I Can't Believe It's Not Cyclicals! This Tentative Bull Market

By Van Tharp Institute of Trading Mastery

The best advertisers have a talent for making a phrase (one that is hopefully associated with their product or service) stick in our minds. For fun, let's see how well they've done. Please fill in the blank for these popular advertising catch phrases (extra credit if you get the associated product):

"Melts in your mouth, not __ ____ ___"

"Breakfast of _________"

"Good to the Last ____"

"Plop, Plop, Fizz, Fizz, - __ ____ _ ______ __ __"

"I Can't Believe It's Not ______"

Answers are at the bottom of the article (my apologies to those outside the U.S., though I'm sure there are advertising slogans in your country that are equally as memorable!).

The last slogan I listed came to mind when I was doing some sector research recently. "I Can't Believe It's Not Butter" is (cleverly) both the margarine's brand name and catch phrase. The commercials for the butter substitute include various celebrities tasting the margarine and exclaiming incredulously-well, you know. (Obviously none of them were cooks…)

While doing my routine stock scans over the last few weeks, I noticed with the same level of incredulity as those celebrity margarine tasters that traditional defensive stocks, indeed whole defensive sectors, were outperforming the usual stocks that lead the pack in up trends. Cyclical sectors that usually go gangbusters in bull markets like technology, industrials, financial and energy have been lagging considerably behind the staid old defensive sectors. Let's take a look at what is happening, dig into why, and then see if we can draw any sensible conclusions about where this could take us from here in terms of market direction.

Could These Sectors Possibly Lead the Bull Market Charge?

By definition, cyclical stocks and sectors are supposed to go up (or outperform) when the economy is strong and the stock market is in a bull phase. Counter-cyclical or defensive stocks and sectors are supposed to perform relatively better in down economic cycles and bear runs. Any analyst would see health care, utilities and consumer staples as classic defensive or counter-cyclical sectors. We can see the strong relative performance as expected with these defensive sectors in the last bear market from October 2007 to the low in March, 2009:

This chart was made using's Performance Charts and shows the performance of the various sectors RELATIVE to the S&P 500; all the sectors were down on an absolute basis during that period, but the top sectors in this chart show that they dropped less than the S&P or outperformed the index. And the leaders over that perilous time frame? Consumer staples, health care, and utilities.

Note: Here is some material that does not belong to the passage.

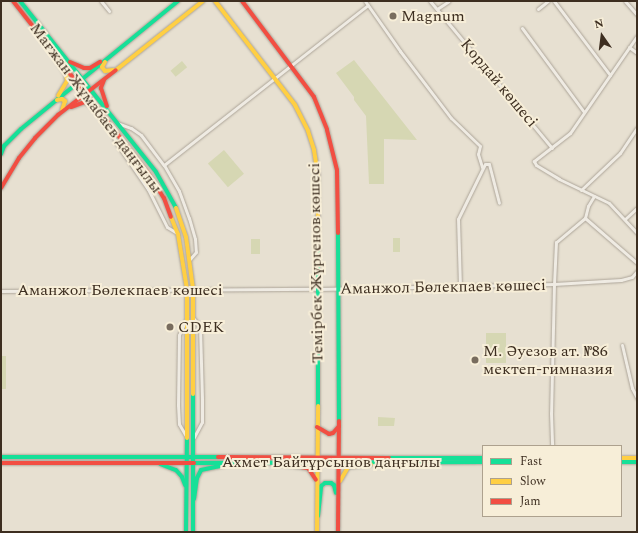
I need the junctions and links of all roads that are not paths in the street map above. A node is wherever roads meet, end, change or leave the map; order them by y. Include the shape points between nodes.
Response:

We would expect the opposite to take place in the big raging bulls - these defensive stocks should swoon while the cyclical sectors should dominate. Let's look at the two big rallies from the recent past - first, the grinding bull that followed the collapse of the internet bubble. This bull wound on from March of 2003 until October of 2007. The sectors' performances during that time frame (again, relative to the S&P) looked like this:

Here, we can see that energy clearly led the pack, (although much of this outperformance was due to geopolitical tensions driving up crude prices) and materials followed. The laggards, as expected were health care and consumer staples.

Now let's look at what happened from the March 2009 bottom up until the September 2012 intermediate top:

This time, the consumer discretionary led the way (XLY, labeled as Cyclicals by, Financials came in second with industrials and technology following strongly. The laggards in this up cycle were the usual suspects: utilities at the bottom, along with health care and consumer staples.

This Year's Tentative Bull - The Cyclicality Turns Upside Down for a Few Months

Since the beginning of 2013, we've entered the new, "post U.S. budget crisis" bull. While this bull has been persistent (the biggest pullback we've gotten since November of 2012 has been a mild 4.1% in the S&P), it has always had detractors that have expected a correction to come any day.

I've called this the "tentative bull" because the traditional sectors are no longer leading the way; in fact, they're lagging. The defensive sectors are leading the charge, and by a wide margin. Here's the same performance chart set out from the beginning of 2013 to this last week:

As we can see, health care has outperformed an already strong S&P by more than 10 percent! Consumer staples and utilities are not far behind. And all three of these far out distance the "also ran's" - consumer discretionary and financials, which outperformed the S&P by rather modest amounts.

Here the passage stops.